● Your instructions
Every record below should be transcribed exactly. Omit the images.
[Start of Attachment]
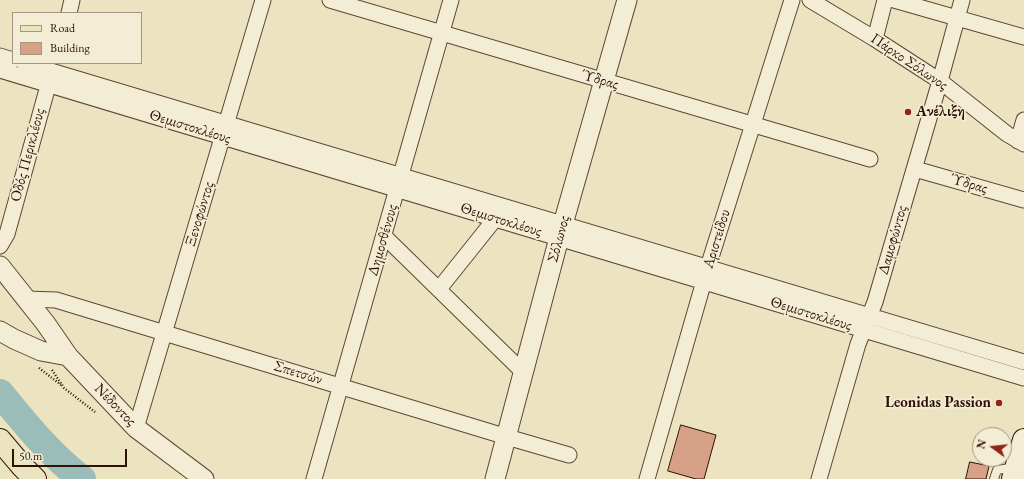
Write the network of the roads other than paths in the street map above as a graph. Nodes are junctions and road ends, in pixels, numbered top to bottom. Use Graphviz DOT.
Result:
graph roads {
  1 [pos="72,0"];
  2 [pos="263,0"];
  3 [pos="330,0"];
  4 [pos="451,0"];
  5 [pos="627,0"];
  6 [pos="792,0"];
  7 [pos="810,0"];
  8 [pos="885,0"];
  9 [pos="894,0"];
  10 [pos="962,0"];
  11 [pos="366,5"];
  12 [pos="69,12"];
  13 [pos="957,18"];
  14 [pos="442,33"];
  15 [pos="1024,37"];
  16 [pos="875,39"];
  17 [pos="0,56"];
  18 [pos="12,60"];
  19 [pos="27,64"];
  20 [pos="0,70"];
  21 [pos="52,73"];
  22 [pos="603,81"];
  23 [pos="940,81"];
  24 [pos="1024,120"];
  25 [pos="753,124"];
  26 [pos="224,130"];
  27 [pos="1021,142"];
  28 [pos="870,159"];
  29 [pos="914,169"];
  30 [pos="399,182"];
  31 [pos="1024,200"];
  32 [pos="495,219"];
  33 [pos="561,231"];
  34 [pos="384,236"];
  35 [pos="0,246"];
  36 [pos="0,266"];
  37 [pos="706,274"];
  38 [pos="439,289"];
  39 [pos="25,299"];
  40 [pos="870,316"];
  41 [pos="864,330"];
  42 [pos="0,331"];
  43 [pos="164,333"];
  44 [pos="68,356"];
  45 [pos="1024,362"];
  46 [pos="523,372"];
  47 [pos="1024,378"];
  48 [pos="340,386"];
  49 [pos="136,428"];
  50 [pos="507,437"];
  51 [pos="0,440"];
  52 [pos="1024,440"];
  53 [pos="569,455"];
  54 [pos="1014,473"];
  55 [pos="35,479"];
  56 [pos="204,479"];
  57 [pos="314,479"];
  58 [pos="496,479"];
  59 [pos="647,479"];
  60 [pos="819,479"];
  61 [pos="994,479"];
  1 -- 12 [label="street"];
  2 -- 26 [label="street, Ξενοφώντος"];
  3 -- 11 [label="street, Ύδρας"];
  4 -- 14 [label="street, Δημοσθένους"];
  5 -- 22 [label="street, Σόλωνος"];
  6 -- 25 [label="street, Αριστείδου"];
  7 -- 16 [label="street, Πάρκο Σόλωνος"];
  8 -- 16 [label="street"];
  9 -- 13 [label="street"];
  10 -- 13 [label="street, Δαμοφώντος"];
  11 -- 14 [label="street, Ύδρας"];
  13 -- 15 [label="street"];
  13 -- 23 [label="street, Δαμοφώντος"];
  14 -- 22 [label="street, Ύδρας"];
  14 -- 30 [label="street, Δημοσθένους"];
  16 -- 23 [label="street, Πάρκο Σόλωνος"];
  17 -- 18 [label="street"];
  19 -- 21 [label="street, Θεμιστοκλέους"];
  20 -- 21 [label="street, Θεμιστοκλέους"];
  21 -- 26 [label="street, Θεμιστοκλέους"];
  21 -- 35 [label="street, Οδός Περικλέους"];
  22 -- 25 [label="street, Ύδρας"];
  22 -- 33 [label="street, Σόλωνος"];
  23 -- 27 [label="street, Πάρκο Σόλωνος"];
  23 -- 29 [label="street, Δαμοφώντος"];
  24 -- 27 [label="street"];
  25 -- 28 [label="street, Ύδρας"];
  25 -- 37 [label="street, Αριστείδου"];
  26 -- 30 [label="street, Θεμιστοκλέους"];
  26 -- 43 [label="street, Ξενοφώντος"];
  29 -- 31 [label="street, Ύδρας"];
  29 -- 40 [label="street, Δαμοφώντος"];
  30 -- 32 [label="street, Θεμιστοκλέους"];
  30 -- 33 [label="street, Θεμιστοκλέους"];
  30 -- 34 [label="street, Δημοσθένους"];
  32 -- 33 [label="street, Θεμιστοκλέους"];
  32 -- 38 [label="street"];
  33 -- 37 [label="street, Θεμιστοκλέους"];
  33 -- 46 [label="street, Σόλωνος"];
  34 -- 38 [label="street"];
  34 -- 48 [label="street, Δημοσθένους"];
  36 -- 39 [label="street, Νέδοντος"];
  37 -- 40 [label="street, Θεμιστοκλέους"];
  37 -- 41 [label="street, Θεμιστοκλέους"];
  37 -- 59 [label="street, Αριστείδου"];
  38 -- 46 [label="street"];
  39 -- 43 [label="street, Σπετσών"];
  39 -- 44 [label="street, Νέδοντος"];
  40 -- 41 [label="street, Δαμοφώντος"];
  40 -- 45 [label="street, Θεμιστοκλέους"];
  41 -- 47 [label="street, Θεμιστοκλέους"];
  41 -- 60 [label="street, Δαμοφώντος"];
  42 -- 44 [label="street"];
  43 -- 48 [label="street, Σπετσών"];
  43 -- 49 [label="street, Ξενοφώντος"];
  44 -- 49 [label="street, Νέδοντος"];
  46 -- 50 [label="street, Σόλωνος"];
  48 -- 50 [label="street, Σπετσών"];
  48 -- 57 [label="street, Δημοσθένους"];
  49 -- 56 [label="street, Νέδοντος"];
  50 -- 53 [label="street, Σπετσών"];
  50 -- 58 [label="street, Σόλωνος"];
  51 -- 55 [label="main road"];
  52 -- 54 [label="main road"];
  54 -- 61 [label="lane"];
}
[End of Attachment]
● Written response
Write the network of the roads other than paths in the street map above as a graph. Nodes are junctions and road ends, in pixels, numbered top to bottom. Use Graphviz DOT.
Result:
graph roads {
  1 [pos="72,0"];
  2 [pos="263,0"];
  3 [pos="330,0"];
  4 [pos="451,0"];
  5 [pos="627,0"];
  6 [pos="792,0"];
  7 [pos="810,0"];
  8 [pos="885,0"];
  9 [pos="894,0"];
  10 [pos="962,0"];
  11 [pos="366,5"];
  12 [pos="69,12"];
  13 [pos="957,18"];
  14 [pos="442,33"];
  15 [pos="1024,37"];
  16 [pos="875,39"];
  17 [pos="0,56"];
  18 [pos="12,60"];
  19 [pos="27,64"];
  20 [pos="0,70"];
  21 [pos="52,73"];
  22 [pos="603,81"];
  23 [pos="940,81"];
  24 [pos="1024,120"];
  25 [pos="753,124"];
  26 [pos="224,130"];
  27 [pos="1021,142"];
  28 [pos="870,159"];
  29 [pos="914,169"];
  30 [pos="399,182"];
  31 [pos="1024,200"];
  32 [pos="495,219"];
  33 [pos="561,231"];
  34 [pos="384,236"];
  35 [pos="0,246"];
  36 [pos="0,266"];
  37 [pos="706,274"];
  38 [pos="439,289"];
  39 [pos="25,299"];
  40 [pos="870,316"];
  41 [pos="864,330"];
  42 [pos="0,331"];
  43 [pos="164,333"];
  44 [pos="68,356"];
  45 [pos="1024,362"];
  46 [pos="523,372"];
  47 [pos="1024,378"];
  48 [pos="340,386"];
  49 [pos="136,428"];
  50 [pos="507,437"];
  51 [pos="0,440"];
  52 [pos="1024,440"];
  53 [pos="569,455"];
  54 [pos="1014,473"];
  55 [pos="35,479"];
  56 [pos="204,479"];
  57 [pos="314,479"];
  58 [pos="496,479"];
  59 [pos="647,479"];
  60 [pos="819,479"];
  61 [pos="994,479"];
  1 -- 12 [label="street"];
  2 -- 26 [label="street, Ξενοφώντος"];
  3 -- 11 [label="street, Ύδρας"];
  4 -- 14 [label="street, Δημοσθένους"];
  5 -- 22 [label="street, Σόλωνος"];
  6 -- 25 [label="street, Αριστείδου"];
  7 -- 16 [label="street, Πάρκο Σόλωνος"];
  8 -- 16 [label="street"];
  9 -- 13 [label="street"];
  10 -- 13 [label="street, Δαμοφώντος"];
  11 -- 14 [label="street, Ύδρας"];
  13 -- 15 [label="street"];
  13 -- 23 [label="street, Δαμοφώντος"];
  14 -- 22 [label="street, Ύδρας"];
  14 -- 30 [label="street, Δημοσθένους"];
  16 -- 23 [label="street, Πάρκο Σόλωνος"];
  17 -- 18 [label="street"];
  19 -- 21 [label="street, Θεμιστοκλέους"];
  20 -- 21 [label="street, Θεμιστοκλέους"];
  21 -- 26 [label="street, Θεμιστοκλέους"];
  21 -- 35 [label="street, Οδός Περικλέους"];
  22 -- 25 [label="street, Ύδρας"];
  22 -- 33 [label="street, Σόλωνος"];
  23 -- 27 [label="street, Πάρκο Σόλωνος"];
  23 -- 29 [label="street, Δαμοφώντος"];
  24 -- 27 [label="street"];
  25 -- 28 [label="street, Ύδρας"];
  25 -- 37 [label="street, Αριστείδου"];
  26 -- 30 [label="street, Θεμιστοκλέους"];
  26 -- 43 [label="street, Ξενοφώντος"];
  29 -- 31 [label="street, Ύδρας"];
  29 -- 40 [label="street, Δαμοφώντος"];
  30 -- 32 [label="street, Θεμιστοκλέους"];
  30 -- 33 [label="street, Θεμιστοκλέους"];
  30 -- 34 [label="street, Δημοσθένους"];
  32 -- 33 [label="street, Θεμιστοκλέους"];
  32 -- 38 [label="street"];
  33 -- 37 [label="street, Θεμιστοκλέους"];
  33 -- 46 [label="street, Σόλωνος"];
  34 -- 38 [label="street"];
  34 -- 48 [label="street, Δημοσθένους"];
  36 -- 39 [label="street, Νέδοντος"];
  37 -- 40 [label="street, Θεμιστοκλέους"];
  37 -- 41 [label="street, Θεμιστοκλέους"];
  37 -- 59 [label="street, Αριστείδου"];
  38 -- 46 [label="street"];
  39 -- 43 [label="street, Σπετσών"];
  39 -- 44 [label="street, Νέδοντος"];
  40 -- 41 [label="street, Δαμοφώντος"];
  40 -- 45 [label="street, Θεμιστοκλέους"];
  41 -- 47 [label="street, Θεμιστοκλέους"];
  41 -- 60 [label="street, Δαμοφώντος"];
  42 -- 44 [label="street"];
  43 -- 48 [label="street, Σπετσών"];
  43 -- 49 [label="street, Ξενοφώντος"];
  44 -- 49 [label="street, Νέδοντος"];
  46 -- 50 [label="street, Σόλωνος"];
  48 -- 50 [label="street, Σπετσών"];
  48 -- 57 [label="street, Δημοσθένους"];
  49 -- 56 [label="street, Νέδοντος"];
  50 -- 53 [label="street, Σπετσών"];
  50 -- 58 [label="street, Σόλωνος"];
  51 -- 55 [label="main road"];
  52 -- 54 [label="main road"];
  54 -- 61 [label="lane"];
}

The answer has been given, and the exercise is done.